A Two Stream Boundary Aware Network for Generic Image Manipulation Localization

A Two Stream Boundary Aware Network for Generic Image Manipulation Localization

Abstract:

Finding tampered regions in images is a common research topic in machine learning and computer vision. Although many image manipulation location algorithms have been proposed, most of them only focus on RGB images with different color spaces, and the frequency information that contains the potential tampering clues is often ignored. Moreover, among the manipulation operations, splicing and copy-move are two frequently used methods, but as their characteristics are quite different, specific methods have been individually designed for detecting the operations of either splicing or copy-move, and it is very difficult to widely apply these methods in practice. To solve these issues, in this work, a novel end-to-end two-stream boundary-aware network (abbreviated as TBNet) is proposed for generic image manipulation localization where the RGB stream, the frequency stream, and the boundary artifact location are explored in a unified framework. Specifically, we first design an adaptive frequency selection module (AFS) to adaptively select the appropriate frequency to mine inconsistent statistics and eliminate the interference of redundant statistics. Then, an adaptive cross-attention fusion module (ACF) is proposed to adaptively fuse the RGB feature and the frequency feature.

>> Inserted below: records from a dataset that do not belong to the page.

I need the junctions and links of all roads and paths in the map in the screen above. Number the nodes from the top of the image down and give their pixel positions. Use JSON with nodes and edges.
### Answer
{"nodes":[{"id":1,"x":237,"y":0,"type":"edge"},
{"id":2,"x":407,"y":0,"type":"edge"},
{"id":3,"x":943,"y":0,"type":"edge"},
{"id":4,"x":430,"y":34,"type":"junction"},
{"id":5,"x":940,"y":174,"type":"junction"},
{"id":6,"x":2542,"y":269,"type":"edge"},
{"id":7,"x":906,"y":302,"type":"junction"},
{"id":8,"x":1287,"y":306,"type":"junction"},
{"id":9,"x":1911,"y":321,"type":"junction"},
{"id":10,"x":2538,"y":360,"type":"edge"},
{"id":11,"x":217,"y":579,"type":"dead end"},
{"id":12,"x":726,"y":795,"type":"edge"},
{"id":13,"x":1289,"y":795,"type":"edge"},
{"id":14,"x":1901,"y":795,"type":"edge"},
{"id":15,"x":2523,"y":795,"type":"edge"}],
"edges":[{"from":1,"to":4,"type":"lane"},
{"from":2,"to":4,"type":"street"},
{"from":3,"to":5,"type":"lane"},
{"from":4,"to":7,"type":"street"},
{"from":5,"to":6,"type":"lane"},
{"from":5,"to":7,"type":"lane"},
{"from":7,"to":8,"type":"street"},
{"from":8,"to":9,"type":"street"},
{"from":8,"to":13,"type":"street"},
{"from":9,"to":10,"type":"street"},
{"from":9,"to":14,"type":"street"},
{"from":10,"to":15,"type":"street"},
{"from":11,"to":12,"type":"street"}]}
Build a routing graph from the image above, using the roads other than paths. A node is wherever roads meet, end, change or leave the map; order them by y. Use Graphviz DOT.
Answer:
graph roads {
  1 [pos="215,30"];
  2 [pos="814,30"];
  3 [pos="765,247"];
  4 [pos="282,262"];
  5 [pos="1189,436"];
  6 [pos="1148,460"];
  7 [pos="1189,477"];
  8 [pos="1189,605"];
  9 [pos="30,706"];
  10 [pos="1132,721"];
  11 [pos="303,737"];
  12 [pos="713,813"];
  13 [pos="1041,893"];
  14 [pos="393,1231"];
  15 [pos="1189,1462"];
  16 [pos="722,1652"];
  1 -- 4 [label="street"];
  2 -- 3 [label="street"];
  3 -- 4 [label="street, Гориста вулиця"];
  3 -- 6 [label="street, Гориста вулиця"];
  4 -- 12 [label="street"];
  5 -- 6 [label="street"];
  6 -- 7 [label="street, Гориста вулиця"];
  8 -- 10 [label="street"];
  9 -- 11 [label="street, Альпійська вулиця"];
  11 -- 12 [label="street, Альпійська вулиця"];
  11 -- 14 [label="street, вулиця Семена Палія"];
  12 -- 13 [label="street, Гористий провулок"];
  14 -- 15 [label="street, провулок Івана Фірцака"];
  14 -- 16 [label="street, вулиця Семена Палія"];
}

Finally, the boundary artifact location network (BAL) is designed to locate the boundary artifacts for which the parameters are jointly updated by the outputs of the ACF, and its results are further fed into the decoder. Thus, the parameters of the RGB stream, the frequency stream, and the boundary artifact location network are jointly optimized, and their latent complementary relationships are fully mined. The results of the extensive experiments performed on six public benchmarks of the image manipulation localization task, namely, CASIA1.0, COVER, Carvalho, In-The-Wild, NIST-16, and IMD-2020, demonstrate that the proposed TBNet can substantially outperform state-of-the-art generic image manipulation localization methods in terms of MCC, F1, and AUC while maintaining robustness with respect to various attacks. Compared with DeepLabV3+ on the CASIA1.0, COVER, Carvalho, In-The-Wild, and NIST-16 datasets, the improvements in MCC/F1 reach 11%/11.1%, 8.2%/10.3%, 10.2%/11.6%, 8.9%/6.2%, and 13.3%/16.0%, respectively. Moreover, when IMD2020 is utilized, its AUC improvement can achieve 14.7%.